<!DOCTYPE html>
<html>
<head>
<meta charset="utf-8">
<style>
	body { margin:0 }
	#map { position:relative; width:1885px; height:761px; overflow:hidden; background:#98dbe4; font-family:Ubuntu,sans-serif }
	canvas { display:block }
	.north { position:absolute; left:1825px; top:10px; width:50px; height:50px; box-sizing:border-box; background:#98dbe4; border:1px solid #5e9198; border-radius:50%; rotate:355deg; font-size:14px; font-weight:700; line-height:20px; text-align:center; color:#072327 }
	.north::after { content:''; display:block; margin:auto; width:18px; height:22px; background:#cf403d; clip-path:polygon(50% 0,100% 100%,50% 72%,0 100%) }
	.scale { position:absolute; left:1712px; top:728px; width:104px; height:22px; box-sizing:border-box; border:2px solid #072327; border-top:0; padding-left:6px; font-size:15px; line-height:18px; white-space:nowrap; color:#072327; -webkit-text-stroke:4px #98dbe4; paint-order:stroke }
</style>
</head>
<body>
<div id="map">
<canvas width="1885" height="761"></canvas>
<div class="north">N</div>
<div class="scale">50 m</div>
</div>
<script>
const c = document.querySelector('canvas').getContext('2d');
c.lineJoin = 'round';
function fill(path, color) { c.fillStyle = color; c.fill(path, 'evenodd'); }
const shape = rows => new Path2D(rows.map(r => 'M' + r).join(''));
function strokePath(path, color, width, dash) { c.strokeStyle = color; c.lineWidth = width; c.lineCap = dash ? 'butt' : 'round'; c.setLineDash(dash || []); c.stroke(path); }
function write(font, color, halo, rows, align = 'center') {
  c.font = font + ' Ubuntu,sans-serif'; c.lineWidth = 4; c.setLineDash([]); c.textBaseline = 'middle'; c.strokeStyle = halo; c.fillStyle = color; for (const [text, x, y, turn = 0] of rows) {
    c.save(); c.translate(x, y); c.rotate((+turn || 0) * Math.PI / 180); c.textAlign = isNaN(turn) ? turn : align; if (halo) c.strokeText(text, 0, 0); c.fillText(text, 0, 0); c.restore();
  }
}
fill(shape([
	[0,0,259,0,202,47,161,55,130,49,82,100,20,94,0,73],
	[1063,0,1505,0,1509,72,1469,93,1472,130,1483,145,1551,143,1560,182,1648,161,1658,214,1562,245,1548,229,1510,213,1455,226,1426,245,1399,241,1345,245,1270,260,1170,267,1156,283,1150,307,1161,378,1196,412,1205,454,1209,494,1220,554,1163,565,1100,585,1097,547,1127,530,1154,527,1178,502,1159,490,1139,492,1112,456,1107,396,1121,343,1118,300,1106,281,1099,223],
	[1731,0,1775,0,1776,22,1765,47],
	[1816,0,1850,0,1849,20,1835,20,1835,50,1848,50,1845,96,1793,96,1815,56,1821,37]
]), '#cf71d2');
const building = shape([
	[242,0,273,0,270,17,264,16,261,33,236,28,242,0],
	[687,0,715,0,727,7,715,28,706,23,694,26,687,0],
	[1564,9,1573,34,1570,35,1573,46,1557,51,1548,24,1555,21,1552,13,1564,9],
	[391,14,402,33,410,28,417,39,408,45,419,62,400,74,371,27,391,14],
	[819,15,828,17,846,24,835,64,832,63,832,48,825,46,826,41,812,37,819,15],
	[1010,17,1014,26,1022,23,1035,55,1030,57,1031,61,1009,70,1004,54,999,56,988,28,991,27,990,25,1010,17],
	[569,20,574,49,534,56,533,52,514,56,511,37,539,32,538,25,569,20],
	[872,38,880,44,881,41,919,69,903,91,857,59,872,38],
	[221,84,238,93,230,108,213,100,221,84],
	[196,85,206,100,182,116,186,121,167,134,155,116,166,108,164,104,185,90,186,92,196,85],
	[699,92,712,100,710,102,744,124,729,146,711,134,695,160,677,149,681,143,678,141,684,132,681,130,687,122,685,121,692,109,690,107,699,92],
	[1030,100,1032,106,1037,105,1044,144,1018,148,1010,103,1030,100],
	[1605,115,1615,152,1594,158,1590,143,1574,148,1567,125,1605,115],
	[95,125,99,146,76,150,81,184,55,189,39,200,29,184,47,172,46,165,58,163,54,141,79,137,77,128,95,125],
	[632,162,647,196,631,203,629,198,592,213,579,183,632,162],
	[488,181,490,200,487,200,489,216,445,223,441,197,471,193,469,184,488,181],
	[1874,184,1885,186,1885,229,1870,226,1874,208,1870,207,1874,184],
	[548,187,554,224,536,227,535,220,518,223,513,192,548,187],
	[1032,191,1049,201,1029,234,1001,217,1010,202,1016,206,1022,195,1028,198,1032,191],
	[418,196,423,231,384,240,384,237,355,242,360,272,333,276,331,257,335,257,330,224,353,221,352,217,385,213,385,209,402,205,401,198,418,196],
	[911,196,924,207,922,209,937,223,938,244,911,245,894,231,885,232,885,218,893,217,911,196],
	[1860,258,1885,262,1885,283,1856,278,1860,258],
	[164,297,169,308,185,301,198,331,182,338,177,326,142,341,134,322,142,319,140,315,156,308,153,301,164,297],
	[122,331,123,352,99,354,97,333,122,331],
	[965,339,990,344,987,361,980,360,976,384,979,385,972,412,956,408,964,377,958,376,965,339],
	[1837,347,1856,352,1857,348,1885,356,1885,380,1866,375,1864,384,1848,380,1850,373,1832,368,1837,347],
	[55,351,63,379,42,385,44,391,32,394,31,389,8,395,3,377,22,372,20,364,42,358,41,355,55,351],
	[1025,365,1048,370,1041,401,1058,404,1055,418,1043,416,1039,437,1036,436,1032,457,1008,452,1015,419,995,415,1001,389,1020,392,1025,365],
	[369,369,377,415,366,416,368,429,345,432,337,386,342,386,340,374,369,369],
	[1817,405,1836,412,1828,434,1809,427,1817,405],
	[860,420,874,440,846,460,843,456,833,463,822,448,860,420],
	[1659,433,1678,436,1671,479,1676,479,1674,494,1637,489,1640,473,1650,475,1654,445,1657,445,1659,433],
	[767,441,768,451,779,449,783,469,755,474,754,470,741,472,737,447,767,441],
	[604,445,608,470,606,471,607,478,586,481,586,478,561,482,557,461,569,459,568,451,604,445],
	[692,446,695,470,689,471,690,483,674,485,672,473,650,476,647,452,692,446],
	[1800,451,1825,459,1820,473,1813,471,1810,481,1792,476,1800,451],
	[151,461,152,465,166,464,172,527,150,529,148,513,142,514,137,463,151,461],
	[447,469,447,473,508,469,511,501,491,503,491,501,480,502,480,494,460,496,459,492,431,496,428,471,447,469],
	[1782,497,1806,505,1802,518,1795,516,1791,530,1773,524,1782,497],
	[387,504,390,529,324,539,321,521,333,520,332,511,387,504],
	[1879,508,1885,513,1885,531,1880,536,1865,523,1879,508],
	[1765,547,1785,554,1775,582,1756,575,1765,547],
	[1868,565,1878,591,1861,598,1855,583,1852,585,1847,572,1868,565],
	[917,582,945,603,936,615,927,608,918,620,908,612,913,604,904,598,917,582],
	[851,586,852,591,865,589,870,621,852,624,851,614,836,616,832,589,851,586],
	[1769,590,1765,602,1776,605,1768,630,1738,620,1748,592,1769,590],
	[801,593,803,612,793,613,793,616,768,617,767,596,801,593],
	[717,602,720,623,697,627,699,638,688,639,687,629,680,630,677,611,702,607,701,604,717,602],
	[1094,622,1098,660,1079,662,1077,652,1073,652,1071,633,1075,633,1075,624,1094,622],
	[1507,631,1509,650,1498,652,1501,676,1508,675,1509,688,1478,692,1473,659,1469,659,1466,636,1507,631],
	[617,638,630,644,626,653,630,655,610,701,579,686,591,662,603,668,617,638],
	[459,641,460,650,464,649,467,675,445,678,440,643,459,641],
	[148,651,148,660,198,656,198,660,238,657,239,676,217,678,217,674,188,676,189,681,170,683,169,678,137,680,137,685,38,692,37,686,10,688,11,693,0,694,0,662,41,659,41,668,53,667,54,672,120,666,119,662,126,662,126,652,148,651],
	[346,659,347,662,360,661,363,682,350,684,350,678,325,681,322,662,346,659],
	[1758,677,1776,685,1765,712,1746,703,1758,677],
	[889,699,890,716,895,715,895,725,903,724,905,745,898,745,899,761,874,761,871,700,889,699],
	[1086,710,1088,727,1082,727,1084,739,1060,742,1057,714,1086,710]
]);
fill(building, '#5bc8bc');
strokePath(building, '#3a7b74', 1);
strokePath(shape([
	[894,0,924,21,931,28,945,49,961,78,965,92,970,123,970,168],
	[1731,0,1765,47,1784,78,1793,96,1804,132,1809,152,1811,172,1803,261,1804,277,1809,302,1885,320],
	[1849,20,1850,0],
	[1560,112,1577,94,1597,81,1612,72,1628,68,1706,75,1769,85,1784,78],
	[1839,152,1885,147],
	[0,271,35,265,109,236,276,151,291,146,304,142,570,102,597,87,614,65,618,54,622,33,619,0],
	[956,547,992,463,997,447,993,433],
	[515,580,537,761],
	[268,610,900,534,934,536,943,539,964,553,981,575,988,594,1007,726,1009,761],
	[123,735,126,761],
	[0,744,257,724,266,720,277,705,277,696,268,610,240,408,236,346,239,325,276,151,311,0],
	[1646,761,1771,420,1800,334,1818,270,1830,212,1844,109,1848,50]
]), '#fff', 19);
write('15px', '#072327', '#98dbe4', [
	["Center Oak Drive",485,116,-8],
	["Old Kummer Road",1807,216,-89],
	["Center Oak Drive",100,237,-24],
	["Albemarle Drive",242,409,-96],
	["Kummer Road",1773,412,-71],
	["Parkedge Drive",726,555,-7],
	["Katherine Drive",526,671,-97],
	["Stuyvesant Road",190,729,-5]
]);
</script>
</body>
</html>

---

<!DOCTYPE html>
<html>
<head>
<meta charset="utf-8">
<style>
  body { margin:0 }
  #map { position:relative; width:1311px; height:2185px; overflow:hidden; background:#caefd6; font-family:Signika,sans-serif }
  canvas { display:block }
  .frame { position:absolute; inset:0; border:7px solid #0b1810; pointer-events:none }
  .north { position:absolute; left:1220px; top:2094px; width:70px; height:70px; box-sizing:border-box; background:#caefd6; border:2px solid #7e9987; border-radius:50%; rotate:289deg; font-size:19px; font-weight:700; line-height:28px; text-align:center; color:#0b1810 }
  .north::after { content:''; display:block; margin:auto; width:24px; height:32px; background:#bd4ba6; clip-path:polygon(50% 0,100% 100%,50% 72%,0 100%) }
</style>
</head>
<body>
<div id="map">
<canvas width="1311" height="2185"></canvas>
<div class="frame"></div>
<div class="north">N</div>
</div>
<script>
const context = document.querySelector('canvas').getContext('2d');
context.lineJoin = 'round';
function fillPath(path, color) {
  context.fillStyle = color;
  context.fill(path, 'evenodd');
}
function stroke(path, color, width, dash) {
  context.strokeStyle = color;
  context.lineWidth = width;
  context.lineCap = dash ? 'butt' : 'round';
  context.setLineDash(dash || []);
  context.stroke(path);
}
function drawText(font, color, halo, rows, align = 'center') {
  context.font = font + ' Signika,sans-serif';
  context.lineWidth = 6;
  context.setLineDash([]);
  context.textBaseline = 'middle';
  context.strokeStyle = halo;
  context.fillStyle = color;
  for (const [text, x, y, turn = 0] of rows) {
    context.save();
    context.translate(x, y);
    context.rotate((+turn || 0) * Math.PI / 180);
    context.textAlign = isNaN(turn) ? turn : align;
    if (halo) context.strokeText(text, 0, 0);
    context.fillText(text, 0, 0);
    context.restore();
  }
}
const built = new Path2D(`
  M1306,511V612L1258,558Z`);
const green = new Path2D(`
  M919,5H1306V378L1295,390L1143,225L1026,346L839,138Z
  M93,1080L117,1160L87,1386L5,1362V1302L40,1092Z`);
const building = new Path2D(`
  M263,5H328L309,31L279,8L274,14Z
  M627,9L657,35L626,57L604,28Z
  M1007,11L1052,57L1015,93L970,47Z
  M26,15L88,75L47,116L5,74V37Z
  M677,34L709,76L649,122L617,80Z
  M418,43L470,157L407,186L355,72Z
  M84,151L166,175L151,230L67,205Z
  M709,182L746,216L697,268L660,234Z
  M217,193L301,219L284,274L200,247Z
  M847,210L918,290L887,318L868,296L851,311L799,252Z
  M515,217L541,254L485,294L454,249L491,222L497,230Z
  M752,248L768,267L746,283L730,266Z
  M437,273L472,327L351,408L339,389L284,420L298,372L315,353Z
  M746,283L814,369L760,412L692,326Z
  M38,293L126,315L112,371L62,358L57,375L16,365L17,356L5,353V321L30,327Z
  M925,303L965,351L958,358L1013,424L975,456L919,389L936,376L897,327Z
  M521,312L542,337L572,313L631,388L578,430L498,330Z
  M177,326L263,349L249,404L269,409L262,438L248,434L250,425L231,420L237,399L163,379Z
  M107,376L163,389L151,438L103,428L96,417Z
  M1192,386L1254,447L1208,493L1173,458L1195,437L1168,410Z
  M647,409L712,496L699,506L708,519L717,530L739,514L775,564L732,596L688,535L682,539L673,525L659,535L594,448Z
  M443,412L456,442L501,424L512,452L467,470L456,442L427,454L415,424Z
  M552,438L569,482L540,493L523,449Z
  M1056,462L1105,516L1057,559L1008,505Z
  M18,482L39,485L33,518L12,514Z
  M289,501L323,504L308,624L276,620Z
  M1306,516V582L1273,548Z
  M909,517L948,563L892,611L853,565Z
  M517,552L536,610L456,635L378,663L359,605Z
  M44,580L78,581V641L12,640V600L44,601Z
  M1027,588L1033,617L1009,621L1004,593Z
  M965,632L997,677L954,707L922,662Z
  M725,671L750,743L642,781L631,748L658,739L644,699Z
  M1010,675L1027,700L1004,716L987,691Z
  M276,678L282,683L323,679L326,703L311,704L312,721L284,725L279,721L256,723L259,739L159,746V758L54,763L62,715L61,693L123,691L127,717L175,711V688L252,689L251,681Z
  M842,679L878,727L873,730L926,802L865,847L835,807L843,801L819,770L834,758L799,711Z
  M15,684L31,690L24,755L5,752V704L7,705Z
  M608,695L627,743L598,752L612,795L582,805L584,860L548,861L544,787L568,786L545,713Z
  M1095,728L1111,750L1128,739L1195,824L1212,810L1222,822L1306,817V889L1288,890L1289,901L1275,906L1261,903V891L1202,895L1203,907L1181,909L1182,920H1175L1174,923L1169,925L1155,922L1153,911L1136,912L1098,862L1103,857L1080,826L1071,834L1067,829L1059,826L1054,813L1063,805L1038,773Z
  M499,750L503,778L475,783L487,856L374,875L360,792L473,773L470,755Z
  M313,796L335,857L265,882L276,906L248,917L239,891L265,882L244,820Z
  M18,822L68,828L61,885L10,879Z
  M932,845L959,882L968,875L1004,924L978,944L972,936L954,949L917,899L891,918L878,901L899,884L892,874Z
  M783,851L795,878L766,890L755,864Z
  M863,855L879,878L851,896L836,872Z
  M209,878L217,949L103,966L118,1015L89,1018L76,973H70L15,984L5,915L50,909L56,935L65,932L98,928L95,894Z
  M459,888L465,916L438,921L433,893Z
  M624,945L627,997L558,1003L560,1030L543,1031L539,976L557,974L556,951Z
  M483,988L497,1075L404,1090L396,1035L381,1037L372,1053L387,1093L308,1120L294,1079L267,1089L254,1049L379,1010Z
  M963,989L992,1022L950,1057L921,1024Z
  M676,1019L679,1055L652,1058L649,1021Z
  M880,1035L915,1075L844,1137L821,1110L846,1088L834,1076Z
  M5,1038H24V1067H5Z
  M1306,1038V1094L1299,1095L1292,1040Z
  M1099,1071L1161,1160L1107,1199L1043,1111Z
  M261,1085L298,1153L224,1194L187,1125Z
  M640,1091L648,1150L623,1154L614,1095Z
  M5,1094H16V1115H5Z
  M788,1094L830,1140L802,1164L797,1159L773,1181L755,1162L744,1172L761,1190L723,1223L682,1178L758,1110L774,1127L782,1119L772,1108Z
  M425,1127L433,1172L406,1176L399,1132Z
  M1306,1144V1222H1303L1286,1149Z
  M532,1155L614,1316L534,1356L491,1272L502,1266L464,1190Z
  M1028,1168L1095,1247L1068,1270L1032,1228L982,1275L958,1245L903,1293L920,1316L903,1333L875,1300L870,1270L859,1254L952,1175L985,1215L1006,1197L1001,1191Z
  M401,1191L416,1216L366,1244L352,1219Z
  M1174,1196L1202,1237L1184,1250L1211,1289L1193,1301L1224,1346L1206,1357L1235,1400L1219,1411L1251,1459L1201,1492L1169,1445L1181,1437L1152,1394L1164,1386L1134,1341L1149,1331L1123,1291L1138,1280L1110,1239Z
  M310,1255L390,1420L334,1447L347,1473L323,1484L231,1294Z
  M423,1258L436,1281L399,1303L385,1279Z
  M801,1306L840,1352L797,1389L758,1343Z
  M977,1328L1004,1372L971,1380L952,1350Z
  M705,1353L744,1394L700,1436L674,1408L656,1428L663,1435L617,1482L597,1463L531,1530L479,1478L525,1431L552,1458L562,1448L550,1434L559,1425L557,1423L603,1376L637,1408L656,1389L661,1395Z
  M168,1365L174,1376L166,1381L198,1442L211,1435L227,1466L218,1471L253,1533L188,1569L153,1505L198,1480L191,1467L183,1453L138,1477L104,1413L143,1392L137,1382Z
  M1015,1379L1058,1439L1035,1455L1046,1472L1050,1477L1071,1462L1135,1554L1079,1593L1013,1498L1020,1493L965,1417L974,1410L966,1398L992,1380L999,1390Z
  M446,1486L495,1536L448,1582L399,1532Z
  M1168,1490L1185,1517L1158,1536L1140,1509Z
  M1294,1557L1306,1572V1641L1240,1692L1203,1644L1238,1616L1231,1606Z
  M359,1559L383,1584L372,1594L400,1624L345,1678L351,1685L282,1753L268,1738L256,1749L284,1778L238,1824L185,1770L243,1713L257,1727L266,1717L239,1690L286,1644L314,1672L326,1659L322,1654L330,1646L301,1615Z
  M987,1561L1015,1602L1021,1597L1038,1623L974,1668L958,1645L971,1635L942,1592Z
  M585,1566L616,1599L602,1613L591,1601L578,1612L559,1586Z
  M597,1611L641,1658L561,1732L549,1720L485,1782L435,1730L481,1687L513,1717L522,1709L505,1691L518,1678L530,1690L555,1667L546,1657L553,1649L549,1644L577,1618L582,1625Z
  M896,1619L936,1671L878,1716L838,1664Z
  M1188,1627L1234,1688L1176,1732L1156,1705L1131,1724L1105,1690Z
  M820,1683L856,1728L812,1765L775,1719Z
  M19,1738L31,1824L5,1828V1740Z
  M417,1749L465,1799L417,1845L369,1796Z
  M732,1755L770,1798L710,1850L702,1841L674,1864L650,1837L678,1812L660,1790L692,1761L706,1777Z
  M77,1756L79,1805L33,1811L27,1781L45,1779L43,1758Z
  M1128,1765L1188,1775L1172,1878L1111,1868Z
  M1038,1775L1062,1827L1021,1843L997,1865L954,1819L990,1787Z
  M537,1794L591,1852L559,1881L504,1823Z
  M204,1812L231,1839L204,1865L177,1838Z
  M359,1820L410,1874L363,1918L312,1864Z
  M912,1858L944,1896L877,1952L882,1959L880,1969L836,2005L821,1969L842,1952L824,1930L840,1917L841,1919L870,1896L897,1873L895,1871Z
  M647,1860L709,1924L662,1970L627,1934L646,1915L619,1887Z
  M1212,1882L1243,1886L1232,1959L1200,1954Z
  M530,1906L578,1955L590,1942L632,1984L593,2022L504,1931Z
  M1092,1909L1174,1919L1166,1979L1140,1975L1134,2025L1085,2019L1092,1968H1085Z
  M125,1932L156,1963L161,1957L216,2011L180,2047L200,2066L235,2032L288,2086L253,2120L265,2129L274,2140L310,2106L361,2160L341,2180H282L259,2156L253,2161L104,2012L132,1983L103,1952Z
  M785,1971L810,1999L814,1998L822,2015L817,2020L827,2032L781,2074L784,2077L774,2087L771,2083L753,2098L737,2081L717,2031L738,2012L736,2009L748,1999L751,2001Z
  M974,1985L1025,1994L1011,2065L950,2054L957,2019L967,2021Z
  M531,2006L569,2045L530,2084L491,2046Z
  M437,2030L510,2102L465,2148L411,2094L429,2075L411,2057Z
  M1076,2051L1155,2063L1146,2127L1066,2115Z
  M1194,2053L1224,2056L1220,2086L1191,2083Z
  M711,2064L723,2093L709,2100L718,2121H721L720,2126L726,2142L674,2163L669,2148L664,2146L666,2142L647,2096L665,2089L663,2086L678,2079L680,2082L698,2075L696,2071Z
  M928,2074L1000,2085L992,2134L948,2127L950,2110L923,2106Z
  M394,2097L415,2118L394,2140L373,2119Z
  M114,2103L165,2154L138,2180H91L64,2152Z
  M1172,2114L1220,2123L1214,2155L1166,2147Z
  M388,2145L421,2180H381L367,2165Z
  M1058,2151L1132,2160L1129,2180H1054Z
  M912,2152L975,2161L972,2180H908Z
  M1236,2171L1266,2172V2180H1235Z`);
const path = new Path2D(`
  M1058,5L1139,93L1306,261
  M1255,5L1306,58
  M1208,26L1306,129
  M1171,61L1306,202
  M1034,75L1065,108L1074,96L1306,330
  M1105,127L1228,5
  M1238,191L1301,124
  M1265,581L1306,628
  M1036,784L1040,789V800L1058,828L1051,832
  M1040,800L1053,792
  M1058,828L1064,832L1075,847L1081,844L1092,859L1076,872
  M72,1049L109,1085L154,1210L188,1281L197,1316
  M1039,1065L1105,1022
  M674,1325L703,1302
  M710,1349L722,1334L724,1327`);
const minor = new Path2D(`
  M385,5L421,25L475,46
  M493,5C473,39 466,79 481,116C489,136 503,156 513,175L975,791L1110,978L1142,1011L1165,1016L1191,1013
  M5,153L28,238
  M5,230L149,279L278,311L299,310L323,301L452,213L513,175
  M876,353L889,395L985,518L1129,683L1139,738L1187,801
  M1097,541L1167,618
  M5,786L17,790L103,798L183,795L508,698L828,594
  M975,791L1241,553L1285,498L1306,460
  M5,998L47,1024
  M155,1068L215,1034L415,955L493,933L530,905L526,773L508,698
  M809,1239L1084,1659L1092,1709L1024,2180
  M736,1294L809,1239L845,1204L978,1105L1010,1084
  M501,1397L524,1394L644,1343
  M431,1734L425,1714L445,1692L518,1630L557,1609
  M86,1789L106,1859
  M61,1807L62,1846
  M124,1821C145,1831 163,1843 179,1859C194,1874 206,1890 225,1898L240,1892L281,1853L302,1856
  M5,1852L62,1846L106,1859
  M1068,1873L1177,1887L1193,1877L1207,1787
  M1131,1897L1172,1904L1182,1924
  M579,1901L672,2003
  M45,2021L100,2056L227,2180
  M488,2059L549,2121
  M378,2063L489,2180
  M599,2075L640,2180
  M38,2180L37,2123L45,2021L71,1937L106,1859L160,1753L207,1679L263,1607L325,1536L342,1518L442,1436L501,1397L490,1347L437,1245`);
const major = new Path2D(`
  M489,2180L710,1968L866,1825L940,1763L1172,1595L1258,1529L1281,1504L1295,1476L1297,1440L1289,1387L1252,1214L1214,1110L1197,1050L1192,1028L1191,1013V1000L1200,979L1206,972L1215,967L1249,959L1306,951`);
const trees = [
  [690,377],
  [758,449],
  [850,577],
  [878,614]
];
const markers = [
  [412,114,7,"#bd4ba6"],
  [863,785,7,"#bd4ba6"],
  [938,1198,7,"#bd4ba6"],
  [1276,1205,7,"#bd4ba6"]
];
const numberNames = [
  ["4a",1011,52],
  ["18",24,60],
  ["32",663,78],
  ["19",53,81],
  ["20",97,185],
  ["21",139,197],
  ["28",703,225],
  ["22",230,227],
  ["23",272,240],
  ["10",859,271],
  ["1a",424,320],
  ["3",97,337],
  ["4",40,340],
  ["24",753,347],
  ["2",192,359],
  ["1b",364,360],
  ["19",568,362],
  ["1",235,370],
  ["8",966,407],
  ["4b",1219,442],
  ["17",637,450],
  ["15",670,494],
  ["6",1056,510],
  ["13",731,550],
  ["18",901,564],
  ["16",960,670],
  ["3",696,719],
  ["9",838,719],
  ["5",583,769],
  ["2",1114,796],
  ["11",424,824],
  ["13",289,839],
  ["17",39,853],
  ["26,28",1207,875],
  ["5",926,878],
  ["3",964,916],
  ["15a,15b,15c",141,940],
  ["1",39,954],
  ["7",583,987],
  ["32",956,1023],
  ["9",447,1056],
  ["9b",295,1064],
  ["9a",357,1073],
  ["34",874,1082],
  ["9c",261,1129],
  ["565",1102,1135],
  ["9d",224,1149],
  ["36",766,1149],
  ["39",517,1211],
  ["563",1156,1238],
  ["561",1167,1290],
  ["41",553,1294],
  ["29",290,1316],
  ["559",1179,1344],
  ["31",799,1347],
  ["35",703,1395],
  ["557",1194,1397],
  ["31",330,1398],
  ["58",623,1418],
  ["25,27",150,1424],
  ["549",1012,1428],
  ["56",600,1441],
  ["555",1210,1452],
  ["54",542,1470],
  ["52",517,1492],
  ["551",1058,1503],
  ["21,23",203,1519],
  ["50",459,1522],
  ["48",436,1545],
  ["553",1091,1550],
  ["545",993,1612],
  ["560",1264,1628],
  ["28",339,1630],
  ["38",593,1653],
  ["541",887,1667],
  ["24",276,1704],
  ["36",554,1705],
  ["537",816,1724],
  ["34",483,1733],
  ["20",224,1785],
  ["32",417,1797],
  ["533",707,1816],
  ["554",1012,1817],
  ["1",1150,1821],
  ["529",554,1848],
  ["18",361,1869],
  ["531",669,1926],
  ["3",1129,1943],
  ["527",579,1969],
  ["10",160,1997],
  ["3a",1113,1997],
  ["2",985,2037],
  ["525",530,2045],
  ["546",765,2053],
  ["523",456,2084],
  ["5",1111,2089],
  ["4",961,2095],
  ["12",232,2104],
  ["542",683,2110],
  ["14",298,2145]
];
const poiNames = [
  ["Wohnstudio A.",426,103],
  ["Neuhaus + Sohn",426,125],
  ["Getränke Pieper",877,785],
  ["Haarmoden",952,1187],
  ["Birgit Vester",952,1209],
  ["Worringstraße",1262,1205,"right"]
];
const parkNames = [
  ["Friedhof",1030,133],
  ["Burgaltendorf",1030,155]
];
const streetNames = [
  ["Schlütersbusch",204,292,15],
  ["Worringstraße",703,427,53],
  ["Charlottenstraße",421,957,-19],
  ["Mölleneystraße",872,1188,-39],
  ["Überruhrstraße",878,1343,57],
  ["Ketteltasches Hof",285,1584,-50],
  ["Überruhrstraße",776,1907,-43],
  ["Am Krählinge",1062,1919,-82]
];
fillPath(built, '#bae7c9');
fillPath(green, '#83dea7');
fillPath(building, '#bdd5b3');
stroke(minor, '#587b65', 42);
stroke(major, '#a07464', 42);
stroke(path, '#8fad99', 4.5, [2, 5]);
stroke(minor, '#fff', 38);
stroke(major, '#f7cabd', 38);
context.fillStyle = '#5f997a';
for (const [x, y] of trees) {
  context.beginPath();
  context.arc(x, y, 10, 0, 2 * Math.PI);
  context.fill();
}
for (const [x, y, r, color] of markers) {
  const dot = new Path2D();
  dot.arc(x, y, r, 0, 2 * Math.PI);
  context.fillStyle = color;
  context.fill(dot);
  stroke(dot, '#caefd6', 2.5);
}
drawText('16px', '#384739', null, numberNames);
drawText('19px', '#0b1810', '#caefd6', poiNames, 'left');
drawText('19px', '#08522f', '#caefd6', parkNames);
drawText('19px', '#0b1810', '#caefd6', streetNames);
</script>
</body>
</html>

### WHAT IS REQUIRED
Give back, unchanged, the run of lines in the listing above that begins at the line containing "context.strokeStyle = color;" and ends at the line containing "M521,312L542,337L572,313L631,388L578,430L498,330Z", both included.

### SOLUTION TO THIS PROBLEM
  context.strokeStyle = color;
  context.lineWidth = width;
  context.lineCap = dash ? 'butt' : 'round';
  context.setLineDash(dash || []);
  context.stroke(path);
}
function drawText(font, color, halo, rows, align = 'center') {
  context.font = font + ' Signika,sans-serif';
  context.lineWidth = 6;
  context.setLineDash([]);
  context.textBaseline = 'middle';
  context.strokeStyle = halo;
  context.fillStyle = color;
  for (const [text, x, y, turn = 0] of rows) {
    context.save();
    context.translate(x, y);
    context.rotate((+turn || 0) * Math.PI / 180);
    context.textAlign = isNaN(turn) ? turn : align;
    if (halo) context.strokeText(text, 0, 0);
    context.fillText(text, 0, 0);
    context.restore();
  }
}
const built = new Path2D(`
  M1306,511V612L1258,558Z`);
const green = new Path2D(`
  M919,5H1306V378L1295,390L1143,225L1026,346L839,138Z
  M93,1080L117,1160L87,1386L5,1362V1302L40,1092Z`);
const building = new Path2D(`
  M263,5H328L309,31L279,8L274,14Z
  M627,9L657,35L626,57L604,28Z
  M1007,11L1052,57L1015,93L970,47Z
  M26,15L88,75L47,116L5,74V37Z
  M677,34L709,76L649,122L617,80Z
  M418,43L470,157L407,186L355,72Z
  M84,151L166,175L151,230L67,205Z
  M709,182L746,216L697,268L660,234Z
  M217,193L301,219L284,274L200,247Z
  M847,210L918,290L887,318L868,296L851,311L799,252Z
  M515,217L541,254L485,294L454,249L491,222L497,230Z
  M752,248L768,267L746,283L730,266Z
  M437,273L472,327L351,408L339,389L284,420L298,372L315,353Z
  M746,283L814,369L760,412L692,326Z
  M38,293L126,315L112,371L62,358L57,375L16,365L17,356L5,353V321L30,327Z
  M925,303L965,351L958,358L1013,424L975,456L919,389L936,376L897,327Z
  M521,312L542,337L572,313L631,388L578,430L498,330Z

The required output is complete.